▸ **WHAT TO DO**: If a record holds a picture, omit the picture, but copy everything else below exactly.

====================

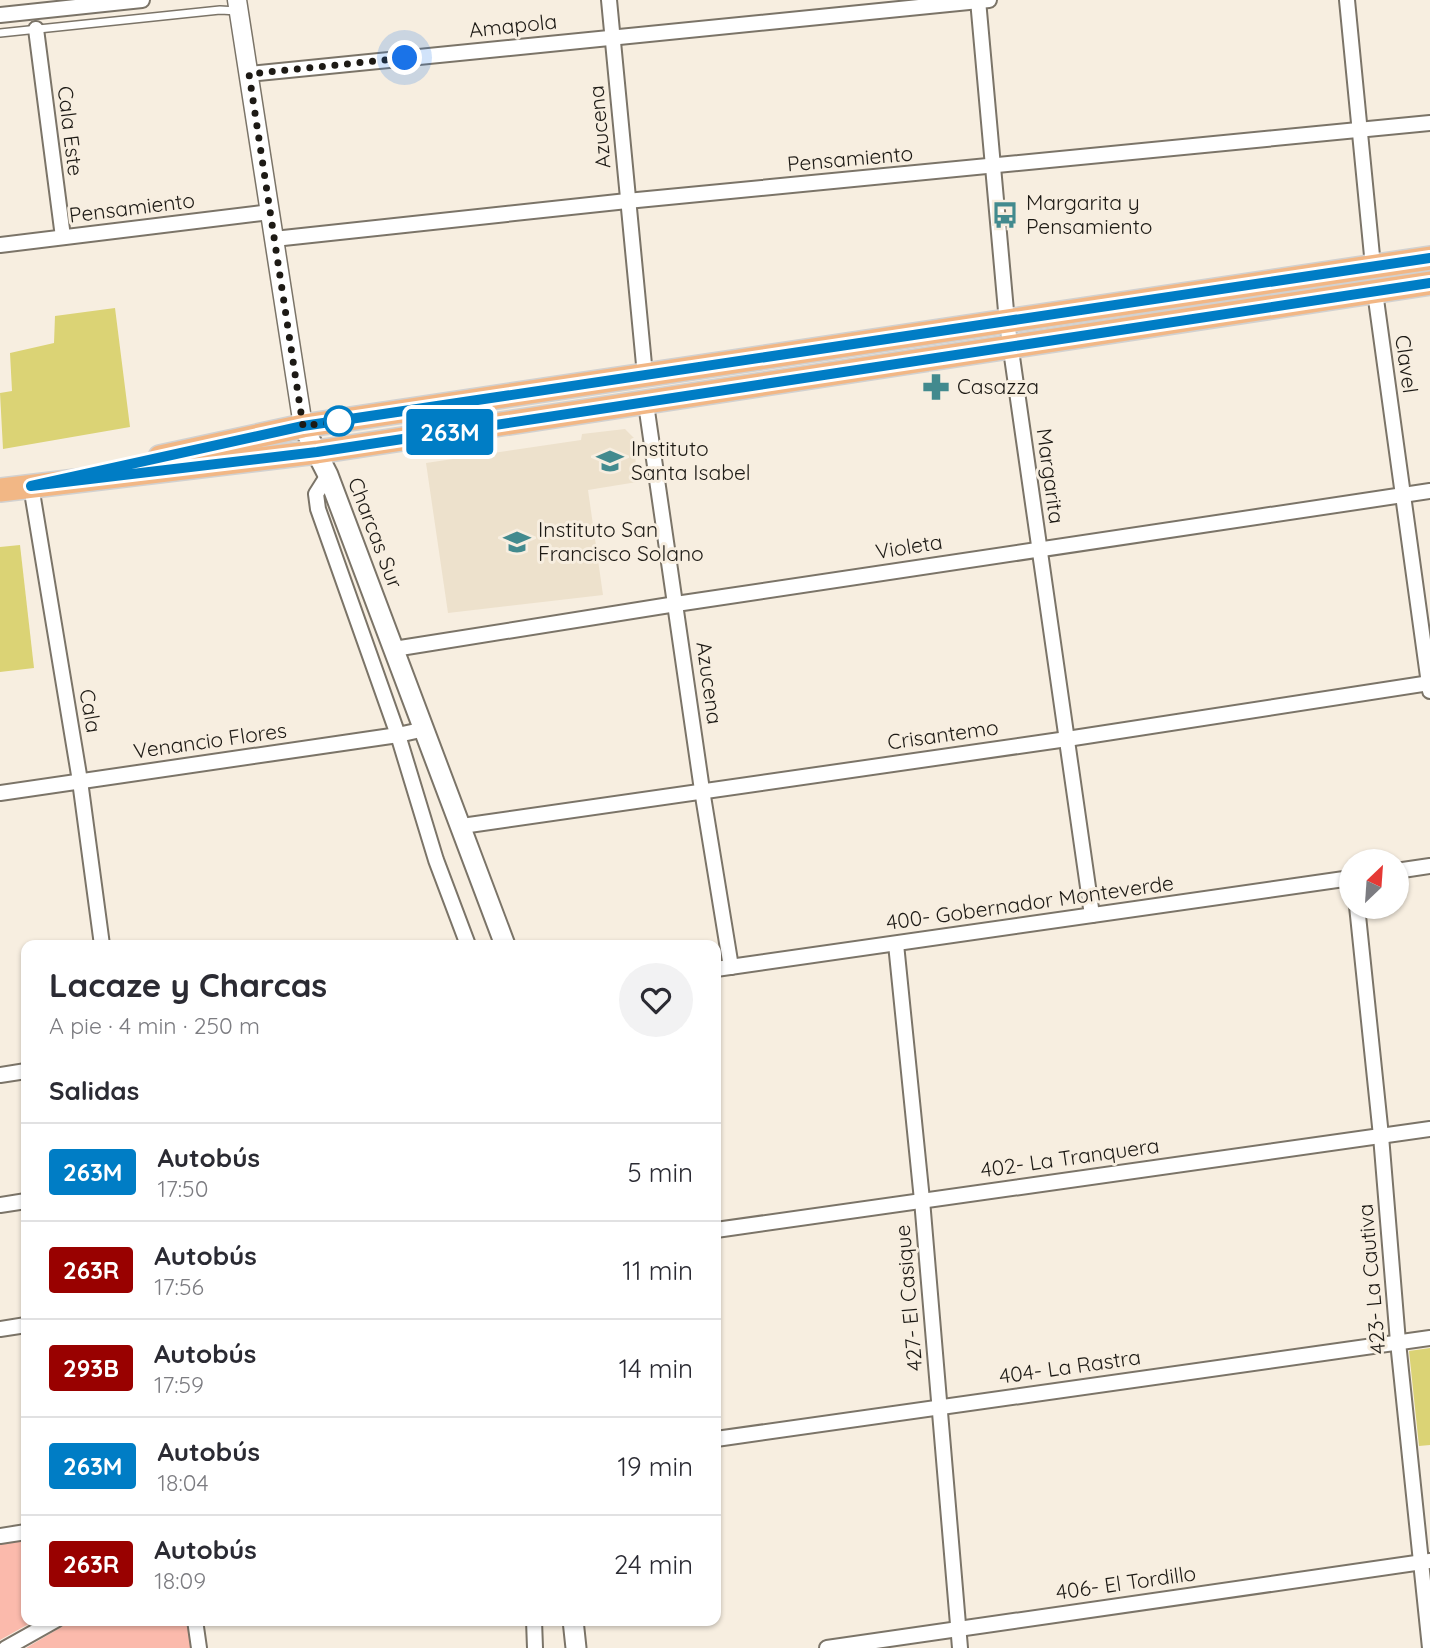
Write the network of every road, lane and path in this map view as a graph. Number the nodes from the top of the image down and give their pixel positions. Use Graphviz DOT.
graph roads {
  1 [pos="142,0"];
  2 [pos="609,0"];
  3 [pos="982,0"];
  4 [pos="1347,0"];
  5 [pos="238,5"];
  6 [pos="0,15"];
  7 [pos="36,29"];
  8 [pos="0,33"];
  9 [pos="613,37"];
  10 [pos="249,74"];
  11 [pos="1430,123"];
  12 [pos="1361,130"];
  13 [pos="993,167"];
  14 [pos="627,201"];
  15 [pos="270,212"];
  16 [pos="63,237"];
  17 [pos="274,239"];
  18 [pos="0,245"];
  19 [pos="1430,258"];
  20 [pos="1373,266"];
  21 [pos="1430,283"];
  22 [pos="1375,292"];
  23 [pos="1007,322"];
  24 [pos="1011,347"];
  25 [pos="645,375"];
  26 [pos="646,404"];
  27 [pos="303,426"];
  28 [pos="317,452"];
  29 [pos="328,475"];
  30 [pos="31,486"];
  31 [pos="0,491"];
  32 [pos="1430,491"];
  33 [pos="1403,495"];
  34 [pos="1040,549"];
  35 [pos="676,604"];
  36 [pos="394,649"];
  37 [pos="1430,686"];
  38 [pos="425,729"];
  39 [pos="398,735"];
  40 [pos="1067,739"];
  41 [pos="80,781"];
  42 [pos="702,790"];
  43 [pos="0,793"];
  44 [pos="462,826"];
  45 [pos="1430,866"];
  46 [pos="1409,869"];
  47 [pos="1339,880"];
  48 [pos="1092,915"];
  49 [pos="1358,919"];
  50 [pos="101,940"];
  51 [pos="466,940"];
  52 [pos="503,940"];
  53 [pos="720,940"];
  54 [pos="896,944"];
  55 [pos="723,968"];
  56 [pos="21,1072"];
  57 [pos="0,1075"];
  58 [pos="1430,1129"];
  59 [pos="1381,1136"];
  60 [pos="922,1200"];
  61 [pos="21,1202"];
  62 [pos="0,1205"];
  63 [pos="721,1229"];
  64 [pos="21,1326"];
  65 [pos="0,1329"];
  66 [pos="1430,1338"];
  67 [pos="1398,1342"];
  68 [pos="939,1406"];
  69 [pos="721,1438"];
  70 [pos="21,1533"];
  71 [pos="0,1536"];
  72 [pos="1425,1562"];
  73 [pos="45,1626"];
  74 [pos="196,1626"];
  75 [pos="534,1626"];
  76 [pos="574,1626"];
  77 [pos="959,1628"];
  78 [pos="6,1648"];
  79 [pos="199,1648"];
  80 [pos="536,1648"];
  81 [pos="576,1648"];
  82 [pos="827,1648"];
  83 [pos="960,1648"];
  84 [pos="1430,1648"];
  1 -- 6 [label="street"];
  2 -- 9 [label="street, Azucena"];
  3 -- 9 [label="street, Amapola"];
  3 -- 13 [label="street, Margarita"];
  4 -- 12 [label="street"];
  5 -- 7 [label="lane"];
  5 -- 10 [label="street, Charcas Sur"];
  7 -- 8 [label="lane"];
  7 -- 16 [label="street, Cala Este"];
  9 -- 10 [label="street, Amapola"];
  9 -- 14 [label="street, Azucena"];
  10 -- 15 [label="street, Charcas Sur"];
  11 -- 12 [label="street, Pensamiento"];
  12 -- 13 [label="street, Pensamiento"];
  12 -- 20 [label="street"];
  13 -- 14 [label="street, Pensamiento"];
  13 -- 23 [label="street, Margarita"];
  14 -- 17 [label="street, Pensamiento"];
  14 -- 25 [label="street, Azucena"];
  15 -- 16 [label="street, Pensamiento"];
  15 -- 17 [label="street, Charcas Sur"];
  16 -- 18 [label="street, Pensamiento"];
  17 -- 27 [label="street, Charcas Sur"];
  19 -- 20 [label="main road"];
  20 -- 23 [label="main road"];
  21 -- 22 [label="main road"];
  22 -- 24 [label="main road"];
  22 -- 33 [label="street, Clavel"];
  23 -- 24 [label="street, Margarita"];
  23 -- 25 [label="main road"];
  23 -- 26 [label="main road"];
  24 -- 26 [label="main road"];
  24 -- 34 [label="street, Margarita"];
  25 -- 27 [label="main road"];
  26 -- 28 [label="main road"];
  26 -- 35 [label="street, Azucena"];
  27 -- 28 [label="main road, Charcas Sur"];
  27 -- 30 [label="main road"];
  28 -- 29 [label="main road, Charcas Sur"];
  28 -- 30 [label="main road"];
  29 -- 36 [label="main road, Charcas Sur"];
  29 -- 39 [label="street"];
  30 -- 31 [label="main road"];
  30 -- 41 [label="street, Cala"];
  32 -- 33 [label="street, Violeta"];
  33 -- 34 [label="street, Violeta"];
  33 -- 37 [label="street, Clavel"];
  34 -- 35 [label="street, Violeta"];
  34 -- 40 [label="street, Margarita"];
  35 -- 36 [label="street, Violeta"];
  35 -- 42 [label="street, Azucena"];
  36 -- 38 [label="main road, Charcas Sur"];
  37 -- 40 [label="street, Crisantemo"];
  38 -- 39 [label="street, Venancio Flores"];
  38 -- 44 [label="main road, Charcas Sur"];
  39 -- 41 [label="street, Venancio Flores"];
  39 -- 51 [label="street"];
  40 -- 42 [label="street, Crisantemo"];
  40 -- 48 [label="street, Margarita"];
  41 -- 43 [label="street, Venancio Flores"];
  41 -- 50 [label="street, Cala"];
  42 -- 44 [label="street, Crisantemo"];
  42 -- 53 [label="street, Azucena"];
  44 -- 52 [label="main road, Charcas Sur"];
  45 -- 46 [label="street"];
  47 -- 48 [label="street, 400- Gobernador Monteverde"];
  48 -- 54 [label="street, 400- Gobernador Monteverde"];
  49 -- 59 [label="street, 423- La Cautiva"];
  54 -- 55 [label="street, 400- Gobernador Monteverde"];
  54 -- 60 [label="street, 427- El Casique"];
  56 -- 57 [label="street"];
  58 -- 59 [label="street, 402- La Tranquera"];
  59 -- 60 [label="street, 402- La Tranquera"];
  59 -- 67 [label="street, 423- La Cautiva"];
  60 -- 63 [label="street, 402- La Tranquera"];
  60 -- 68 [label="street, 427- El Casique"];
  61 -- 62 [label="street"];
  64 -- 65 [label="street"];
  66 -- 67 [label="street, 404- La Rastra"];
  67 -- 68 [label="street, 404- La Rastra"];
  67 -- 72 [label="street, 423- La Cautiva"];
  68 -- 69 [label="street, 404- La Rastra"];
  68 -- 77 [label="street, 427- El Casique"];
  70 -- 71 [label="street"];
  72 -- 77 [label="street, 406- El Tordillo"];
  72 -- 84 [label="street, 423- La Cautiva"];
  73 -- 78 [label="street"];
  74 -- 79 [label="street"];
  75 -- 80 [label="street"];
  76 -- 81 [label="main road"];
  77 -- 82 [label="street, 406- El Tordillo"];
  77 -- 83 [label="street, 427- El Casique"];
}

====================

▸ **ANSWER SPACE**:
Write the network of every road, lane and path in this map view as a graph. Number the nodes from the top of the image down and give their pixel positions. Use Graphviz DOT.
graph roads {
  1 [pos="142,0"];
  2 [pos="609,0"];
  3 [pos="982,0"];
  4 [pos="1347,0"];
  5 [pos="238,5"];
  6 [pos="0,15"];
  7 [pos="36,29"];
  8 [pos="0,33"];
  9 [pos="613,37"];
  10 [pos="249,74"];
  11 [pos="1430,123"];
  12 [pos="1361,130"];
  13 [pos="993,167"];
  14 [pos="627,201"];
  15 [pos="270,212"];
  16 [pos="63,237"];
  17 [pos="274,239"];
  18 [pos="0,245"];
  19 [pos="1430,258"];
  20 [pos="1373,266"];
  21 [pos="1430,283"];
  22 [pos="1375,292"];
  23 [pos="1007,322"];
  24 [pos="1011,347"];
  25 [pos="645,375"];
  26 [pos="646,404"];
  27 [pos="303,426"];
  28 [pos="317,452"];
  29 [pos="328,475"];
  30 [pos="31,486"];
  31 [pos="0,491"];
  32 [pos="1430,491"];
  33 [pos="1403,495"];
  34 [pos="1040,549"];
  35 [pos="676,604"];
  36 [pos="394,649"];
  37 [pos="1430,686"];
  38 [pos="425,729"];
  39 [pos="398,735"];
  40 [pos="1067,739"];
  41 [pos="80,781"];
  42 [pos="702,790"];
  43 [pos="0,793"];
  44 [pos="462,826"];
  45 [pos="1430,866"];
  46 [pos="1409,869"];
  47 [pos="1339,880"];
  48 [pos="1092,915"];
  49 [pos="1358,919"];
  50 [pos="101,940"];
  51 [pos="466,940"];
  52 [pos="503,940"];
  53 [pos="720,940"];
  54 [pos="896,944"];
  55 [pos="723,968"];
  56 [pos="21,1072"];
  57 [pos="0,1075"];
  58 [pos="1430,1129"];
  59 [pos="1381,1136"];
  60 [pos="922,1200"];
  61 [pos="21,1202"];
  62 [pos="0,1205"];
  63 [pos="721,1229"];
  64 [pos="21,1326"];
  65 [pos="0,1329"];
  66 [pos="1430,1338"];
  67 [pos="1398,1342"];
  68 [pos="939,1406"];
  69 [pos="721,1438"];
  70 [pos="21,1533"];
  71 [pos="0,1536"];
  72 [pos="1425,1562"];
  73 [pos="45,1626"];
  74 [pos="196,1626"];
  75 [pos="534,1626"];
  76 [pos="574,1626"];
  77 [pos="959,1628"];
  78 [pos="6,1648"];
  79 [pos="199,1648"];
  80 [pos="536,1648"];
  81 [pos="576,1648"];
  82 [pos="827,1648"];
  83 [pos="960,1648"];
  84 [pos="1430,1648"];
  1 -- 6 [label="street"];
  2 -- 9 [label="street, Azucena"];
  3 -- 9 [label="street, Amapola"];
  3 -- 13 [label="street, Margarita"];
  4 -- 12 [label="street"];
  5 -- 7 [label="lane"];
  5 -- 10 [label="street, Charcas Sur"];
  7 -- 8 [label="lane"];
  7 -- 16 [label="street, Cala Este"];
  9 -- 10 [label="street, Amapola"];
  9 -- 14 [label="street, Azucena"];
  10 -- 15 [label="street, Charcas Sur"];
  11 -- 12 [label="street, Pensamiento"];
  12 -- 13 [label="street, Pensamiento"];
  12 -- 20 [label="street"];
  13 -- 14 [label="street, Pensamiento"];
  13 -- 23 [label="street, Margarita"];
  14 -- 17 [label="street, Pensamiento"];
  14 -- 25 [label="street, Azucena"];
  15 -- 16 [label="street, Pensamiento"];
  15 -- 17 [label="street, Charcas Sur"];
  16 -- 18 [label="street, Pensamiento"];
  17 -- 27 [label="street, Charcas Sur"];
  19 -- 20 [label="main road"];
  20 -- 23 [label="main road"];
  21 -- 22 [label="main road"];
  22 -- 24 [label="main road"];
  22 -- 33 [label="street, Clavel"];
  23 -- 24 [label="street, Margarita"];
  23 -- 25 [label="main road"];
  23 -- 26 [label="main road"];
  24 -- 26 [label="main road"];
  24 -- 34 [label="street, Margarita"];
  25 -- 27 [label="main road"];
  26 -- 28 [label="main road"];
  26 -- 35 [label="street, Azucena"];
  27 -- 28 [label="main road, Charcas Sur"];
  27 -- 30 [label="main road"];
  28 -- 29 [label="main road, Charcas Sur"];
  28 -- 30 [label="main road"];
  29 -- 36 [label="main road, Charcas Sur"];
  29 -- 39 [label="street"];
  30 -- 31 [label="main road"];
  30 -- 41 [label="street, Cala"];
  32 -- 33 [label="street, Violeta"];
  33 -- 34 [label="street, Violeta"];
  33 -- 37 [label="street, Clavel"];
  34 -- 35 [label="street, Violeta"];
  34 -- 40 [label="street, Margarita"];
  35 -- 36 [label="street, Violeta"];
  35 -- 42 [label="street, Azucena"];
  36 -- 38 [label="main road, Charcas Sur"];
  37 -- 40 [label="street, Crisantemo"];
  38 -- 39 [label="street, Venancio Flores"];
  38 -- 44 [label="main road, Charcas Sur"];
  39 -- 41 [label="street, Venancio Flores"];
  39 -- 51 [label="street"];
  40 -- 42 [label="street, Crisantemo"];
  40 -- 48 [label="street, Margarita"];
  41 -- 43 [label="street, Venancio Flores"];
  41 -- 50 [label="street, Cala"];
  42 -- 44 [label="street, Crisantemo"];
  42 -- 53 [label="street, Azucena"];
  44 -- 52 [label="main road, Charcas Sur"];
  45 -- 46 [label="street"];
  47 -- 48 [label="street, 400- Gobernador Monteverde"];
  48 -- 54 [label="street, 400- Gobernador Monteverde"];
  49 -- 59 [label="street, 423- La Cautiva"];
  54 -- 55 [label="street, 400- Gobernador Monteverde"];
  54 -- 60 [label="street, 427- El Casique"];
  56 -- 57 [label="street"];
  58 -- 59 [label="street, 402- La Tranquera"];
  59 -- 60 [label="street, 402- La Tranquera"];
  59 -- 67 [label="street, 423- La Cautiva"];
  60 -- 63 [label="street, 402- La Tranquera"];
  60 -- 68 [label="street, 427- El Casique"];
  61 -- 62 [label="street"];
  64 -- 65 [label="street"];
  66 -- 67 [label="street, 404- La Rastra"];
  67 -- 68 [label="street, 404- La Rastra"];
  67 -- 72 [label="street, 423- La Cautiva"];
  68 -- 69 [label="street, 404- La Rastra"];
  68 -- 77 [label="street, 427- El Casique"];
  70 -- 71 [label="street"];
  72 -- 77 [label="street, 406- El Tordillo"];
  72 -- 84 [label="street, 423- La Cautiva"];
  73 -- 78 [label="street"];
  74 -- 79 [label="street"];
  75 -- 80 [label="street"];
  76 -- 81 [label="main road"];
  77 -- 82 [label="street, 406- El Tordillo"];
  77 -- 83 [label="street, 427- El Casique"];
}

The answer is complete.